Was muß der Mensch? Muß schlafen und denken,
muß essen und feilschen und Karren lenken,
muß wuchern mit seinem halben Pfund.
Muß beten und lieben und fluchen und hassen,
muß hoffen und muß sein Glück verpassen -
und leiden wie ein geschundner Hund.

[ 4 pages, circa 3' 35" ]


Erich Kurt Mühsam

 

What is a man? A stomach, two arms,
A little brain and a big mouth,
And a soul -- God help him!

What must a man do? Sleep and think,
Eat and haggle and pull a cart,
Profiteer with his half a pound.
Pray and love and curse and hate,
Hope and take a chance in life --
And suffer like a caged dog.

 

gb

 

 

The text is taken from Wüste - Krater - Wolken. Die Gedichte. Berlin: Paul Cassirer 1914. In this time Germany was in the throes of a growing fatalism, alongside the outbreak in that year of war. Political movements were afoot such as the Social Democrats' growth in strength within the German government of Kaiser Wilhelm II and his chancellor, Theobald von Bethmann Hollweg, whose encouragement of Vienna against Serbia exacerbated social tensions throughout Europe. For more on Mühsam's place in this time, see my setting of his text, Gesang der jungen Anarchisten.

 

The setting opens in a forte C sharp minor, but after a four-measure stance in the tonic, shifts to the subdominant minor for most of the remainder of the first musical verse, with but a single measure on the dominant to return the setting to C sharp. Therefore the most of the setting lies on F sharp minor. The vocal tone is at first declamatory in asking the question, and thereafter becomes more lyrical in proposing a range of descriptive answers. The augmented seconds which appear in various scalar passages echo the Ashkenazic tradition which was in parallel with German society at that time, decades before the Holocaust of WWII snuffed out much of German Jewish tradition.

 

 

The more cantabile answers to Mühsam's rhetorical questions is accompanied by a harmonically static subdominant, which because of its length begins to feel as if the tonic of the setting which it is not.
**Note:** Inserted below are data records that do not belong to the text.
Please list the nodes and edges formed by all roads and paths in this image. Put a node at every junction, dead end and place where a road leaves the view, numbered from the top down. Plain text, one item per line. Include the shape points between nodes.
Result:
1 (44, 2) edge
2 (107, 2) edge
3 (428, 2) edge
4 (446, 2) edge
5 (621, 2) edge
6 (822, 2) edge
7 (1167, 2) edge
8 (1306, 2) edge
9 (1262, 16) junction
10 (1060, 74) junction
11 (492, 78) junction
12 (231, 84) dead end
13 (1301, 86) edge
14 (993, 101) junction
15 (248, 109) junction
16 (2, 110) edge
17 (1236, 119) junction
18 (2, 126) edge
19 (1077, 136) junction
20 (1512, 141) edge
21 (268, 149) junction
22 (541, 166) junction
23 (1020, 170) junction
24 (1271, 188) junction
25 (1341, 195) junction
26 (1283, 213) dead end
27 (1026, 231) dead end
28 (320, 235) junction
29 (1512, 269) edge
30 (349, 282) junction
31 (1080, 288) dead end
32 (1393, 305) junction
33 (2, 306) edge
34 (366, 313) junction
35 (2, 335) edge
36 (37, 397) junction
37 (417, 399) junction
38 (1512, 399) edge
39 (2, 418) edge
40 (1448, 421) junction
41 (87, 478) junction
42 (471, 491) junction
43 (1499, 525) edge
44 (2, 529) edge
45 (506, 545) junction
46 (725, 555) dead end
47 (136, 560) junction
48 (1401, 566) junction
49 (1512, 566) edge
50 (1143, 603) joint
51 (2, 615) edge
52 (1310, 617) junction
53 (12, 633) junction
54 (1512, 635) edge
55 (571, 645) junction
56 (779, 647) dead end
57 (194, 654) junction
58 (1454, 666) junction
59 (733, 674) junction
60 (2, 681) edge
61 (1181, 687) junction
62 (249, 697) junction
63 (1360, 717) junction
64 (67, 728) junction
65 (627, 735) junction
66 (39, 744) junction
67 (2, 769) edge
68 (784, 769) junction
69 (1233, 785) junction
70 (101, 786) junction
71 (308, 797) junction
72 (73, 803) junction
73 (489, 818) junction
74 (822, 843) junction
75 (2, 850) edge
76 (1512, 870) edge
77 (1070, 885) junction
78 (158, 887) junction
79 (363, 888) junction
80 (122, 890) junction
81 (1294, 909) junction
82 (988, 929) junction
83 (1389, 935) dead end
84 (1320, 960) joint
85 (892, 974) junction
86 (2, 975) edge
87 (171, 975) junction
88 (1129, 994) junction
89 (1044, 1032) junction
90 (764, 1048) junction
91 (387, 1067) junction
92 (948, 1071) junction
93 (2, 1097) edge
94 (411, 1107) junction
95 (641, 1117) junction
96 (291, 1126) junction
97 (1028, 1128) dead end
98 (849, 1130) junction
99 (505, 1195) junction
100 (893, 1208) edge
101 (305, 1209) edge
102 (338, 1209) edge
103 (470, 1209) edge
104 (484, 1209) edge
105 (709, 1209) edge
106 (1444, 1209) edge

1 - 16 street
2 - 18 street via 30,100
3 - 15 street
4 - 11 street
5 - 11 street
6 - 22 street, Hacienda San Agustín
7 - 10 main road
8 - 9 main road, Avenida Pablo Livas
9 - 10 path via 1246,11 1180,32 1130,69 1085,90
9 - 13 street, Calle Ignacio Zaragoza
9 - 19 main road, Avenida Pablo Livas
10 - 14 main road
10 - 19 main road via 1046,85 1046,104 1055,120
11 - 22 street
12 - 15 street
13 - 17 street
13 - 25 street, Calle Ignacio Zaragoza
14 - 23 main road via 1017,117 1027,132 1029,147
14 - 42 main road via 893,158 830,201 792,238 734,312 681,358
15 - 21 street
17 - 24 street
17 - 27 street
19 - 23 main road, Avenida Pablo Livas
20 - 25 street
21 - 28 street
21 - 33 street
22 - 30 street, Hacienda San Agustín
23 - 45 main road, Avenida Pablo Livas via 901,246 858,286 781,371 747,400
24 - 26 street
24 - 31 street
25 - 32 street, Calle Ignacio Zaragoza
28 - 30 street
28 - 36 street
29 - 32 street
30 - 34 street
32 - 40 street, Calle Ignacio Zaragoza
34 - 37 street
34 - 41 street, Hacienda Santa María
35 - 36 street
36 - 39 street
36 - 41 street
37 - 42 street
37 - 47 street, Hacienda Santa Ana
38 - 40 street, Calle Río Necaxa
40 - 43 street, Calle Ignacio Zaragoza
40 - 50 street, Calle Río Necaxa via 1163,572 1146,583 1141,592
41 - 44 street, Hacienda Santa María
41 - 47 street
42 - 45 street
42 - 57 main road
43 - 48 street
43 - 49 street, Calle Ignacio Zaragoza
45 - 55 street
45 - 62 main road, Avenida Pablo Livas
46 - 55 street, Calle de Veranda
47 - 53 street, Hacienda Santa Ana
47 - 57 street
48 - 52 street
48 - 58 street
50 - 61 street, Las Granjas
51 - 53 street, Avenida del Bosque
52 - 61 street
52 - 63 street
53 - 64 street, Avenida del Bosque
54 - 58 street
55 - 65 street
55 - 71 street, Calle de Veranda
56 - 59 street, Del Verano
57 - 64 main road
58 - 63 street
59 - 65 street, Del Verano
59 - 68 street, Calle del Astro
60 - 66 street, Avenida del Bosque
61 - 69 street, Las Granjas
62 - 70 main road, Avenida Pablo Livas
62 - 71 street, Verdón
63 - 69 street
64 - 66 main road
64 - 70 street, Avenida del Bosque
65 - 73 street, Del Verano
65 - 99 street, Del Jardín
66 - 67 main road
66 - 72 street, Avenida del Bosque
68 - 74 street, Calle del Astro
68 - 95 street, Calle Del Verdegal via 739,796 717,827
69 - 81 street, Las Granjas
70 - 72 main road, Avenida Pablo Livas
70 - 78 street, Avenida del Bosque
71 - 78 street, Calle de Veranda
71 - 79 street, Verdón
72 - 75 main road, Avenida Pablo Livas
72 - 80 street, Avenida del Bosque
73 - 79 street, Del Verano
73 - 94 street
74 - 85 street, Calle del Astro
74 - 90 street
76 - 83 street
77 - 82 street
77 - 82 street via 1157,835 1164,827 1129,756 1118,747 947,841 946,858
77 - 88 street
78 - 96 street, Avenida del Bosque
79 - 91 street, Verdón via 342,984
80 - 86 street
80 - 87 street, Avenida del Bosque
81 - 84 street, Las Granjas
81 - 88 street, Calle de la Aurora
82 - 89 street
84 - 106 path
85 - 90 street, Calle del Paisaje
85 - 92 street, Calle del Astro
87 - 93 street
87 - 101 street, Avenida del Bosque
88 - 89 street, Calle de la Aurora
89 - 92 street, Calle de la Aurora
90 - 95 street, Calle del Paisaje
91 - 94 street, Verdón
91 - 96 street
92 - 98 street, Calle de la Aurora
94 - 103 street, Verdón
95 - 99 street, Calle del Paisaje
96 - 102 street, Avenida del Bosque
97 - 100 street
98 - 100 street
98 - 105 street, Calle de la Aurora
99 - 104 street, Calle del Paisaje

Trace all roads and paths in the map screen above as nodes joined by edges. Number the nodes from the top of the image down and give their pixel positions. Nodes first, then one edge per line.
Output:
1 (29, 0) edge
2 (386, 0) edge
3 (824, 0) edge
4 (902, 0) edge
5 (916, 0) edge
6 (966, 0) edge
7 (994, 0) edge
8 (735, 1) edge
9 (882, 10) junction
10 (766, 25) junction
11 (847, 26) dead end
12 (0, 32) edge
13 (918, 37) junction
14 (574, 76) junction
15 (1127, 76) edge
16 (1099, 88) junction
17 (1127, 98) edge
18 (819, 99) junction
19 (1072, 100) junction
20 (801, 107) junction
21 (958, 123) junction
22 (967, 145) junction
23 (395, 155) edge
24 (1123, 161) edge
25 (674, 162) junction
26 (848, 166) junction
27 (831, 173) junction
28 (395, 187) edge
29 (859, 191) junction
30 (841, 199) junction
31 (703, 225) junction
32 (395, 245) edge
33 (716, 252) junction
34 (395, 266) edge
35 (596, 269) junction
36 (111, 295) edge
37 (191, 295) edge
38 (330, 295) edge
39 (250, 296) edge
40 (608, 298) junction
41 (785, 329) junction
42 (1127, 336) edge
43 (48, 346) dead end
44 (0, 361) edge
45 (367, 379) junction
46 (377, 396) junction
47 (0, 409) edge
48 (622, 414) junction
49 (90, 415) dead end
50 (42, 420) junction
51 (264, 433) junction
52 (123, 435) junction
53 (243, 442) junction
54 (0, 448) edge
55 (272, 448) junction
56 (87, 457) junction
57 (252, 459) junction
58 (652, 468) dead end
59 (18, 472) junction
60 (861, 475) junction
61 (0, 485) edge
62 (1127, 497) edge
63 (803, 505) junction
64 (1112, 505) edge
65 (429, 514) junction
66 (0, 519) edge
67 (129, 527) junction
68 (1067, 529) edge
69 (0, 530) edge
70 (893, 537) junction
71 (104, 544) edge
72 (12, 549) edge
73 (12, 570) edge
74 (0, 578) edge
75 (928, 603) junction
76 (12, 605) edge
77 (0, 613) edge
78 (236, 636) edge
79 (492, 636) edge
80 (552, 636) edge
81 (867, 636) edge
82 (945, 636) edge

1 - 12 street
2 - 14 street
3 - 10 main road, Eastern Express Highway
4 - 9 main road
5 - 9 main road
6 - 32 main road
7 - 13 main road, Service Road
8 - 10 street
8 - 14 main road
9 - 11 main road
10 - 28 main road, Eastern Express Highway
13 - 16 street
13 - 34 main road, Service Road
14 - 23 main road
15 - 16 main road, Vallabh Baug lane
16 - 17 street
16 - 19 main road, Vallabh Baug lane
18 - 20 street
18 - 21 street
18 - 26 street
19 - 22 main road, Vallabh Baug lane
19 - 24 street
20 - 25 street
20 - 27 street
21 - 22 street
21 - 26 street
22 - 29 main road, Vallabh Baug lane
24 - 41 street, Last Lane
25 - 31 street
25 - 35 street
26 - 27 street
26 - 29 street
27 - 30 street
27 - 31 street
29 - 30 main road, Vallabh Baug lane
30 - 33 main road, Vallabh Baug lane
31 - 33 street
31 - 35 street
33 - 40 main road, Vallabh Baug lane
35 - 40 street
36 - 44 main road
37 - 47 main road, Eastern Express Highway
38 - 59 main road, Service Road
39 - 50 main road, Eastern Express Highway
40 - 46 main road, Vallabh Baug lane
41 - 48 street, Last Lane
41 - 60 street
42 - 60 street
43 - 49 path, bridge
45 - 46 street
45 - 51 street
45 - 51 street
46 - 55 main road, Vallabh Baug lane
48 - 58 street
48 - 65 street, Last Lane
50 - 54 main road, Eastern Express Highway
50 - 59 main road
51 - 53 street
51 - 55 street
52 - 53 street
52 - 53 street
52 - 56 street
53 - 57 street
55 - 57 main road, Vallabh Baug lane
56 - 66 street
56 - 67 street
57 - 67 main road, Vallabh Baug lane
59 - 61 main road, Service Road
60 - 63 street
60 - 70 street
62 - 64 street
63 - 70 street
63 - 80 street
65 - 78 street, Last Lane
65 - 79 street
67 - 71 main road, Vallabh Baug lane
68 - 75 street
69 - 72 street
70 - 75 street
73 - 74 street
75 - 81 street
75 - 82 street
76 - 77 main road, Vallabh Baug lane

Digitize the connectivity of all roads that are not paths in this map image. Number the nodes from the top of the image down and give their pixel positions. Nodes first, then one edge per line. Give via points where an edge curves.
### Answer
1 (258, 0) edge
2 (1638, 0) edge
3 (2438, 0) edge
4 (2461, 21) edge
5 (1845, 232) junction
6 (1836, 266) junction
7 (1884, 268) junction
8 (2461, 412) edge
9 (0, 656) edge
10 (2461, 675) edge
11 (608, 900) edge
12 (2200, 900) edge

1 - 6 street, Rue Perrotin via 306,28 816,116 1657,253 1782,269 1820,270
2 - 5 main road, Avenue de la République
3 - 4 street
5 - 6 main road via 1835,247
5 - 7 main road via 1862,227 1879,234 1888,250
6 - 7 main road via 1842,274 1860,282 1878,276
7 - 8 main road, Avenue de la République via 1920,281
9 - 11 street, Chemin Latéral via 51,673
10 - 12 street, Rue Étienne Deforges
A short dominant fulcrum back to C sharp minor begins the second repetition of the musical form, with an instrumental coda of the cantabile material finally in the tonic minor, its only lengthy appearance.

 

 

The score for Was ist der Mensch? is available as a free PDF download, though any major commercial performance or recording of the work is prohibited without prior arrangement with the composer. Click on the graphic below for this piano-vocal score.

 

Was ist der Mensch?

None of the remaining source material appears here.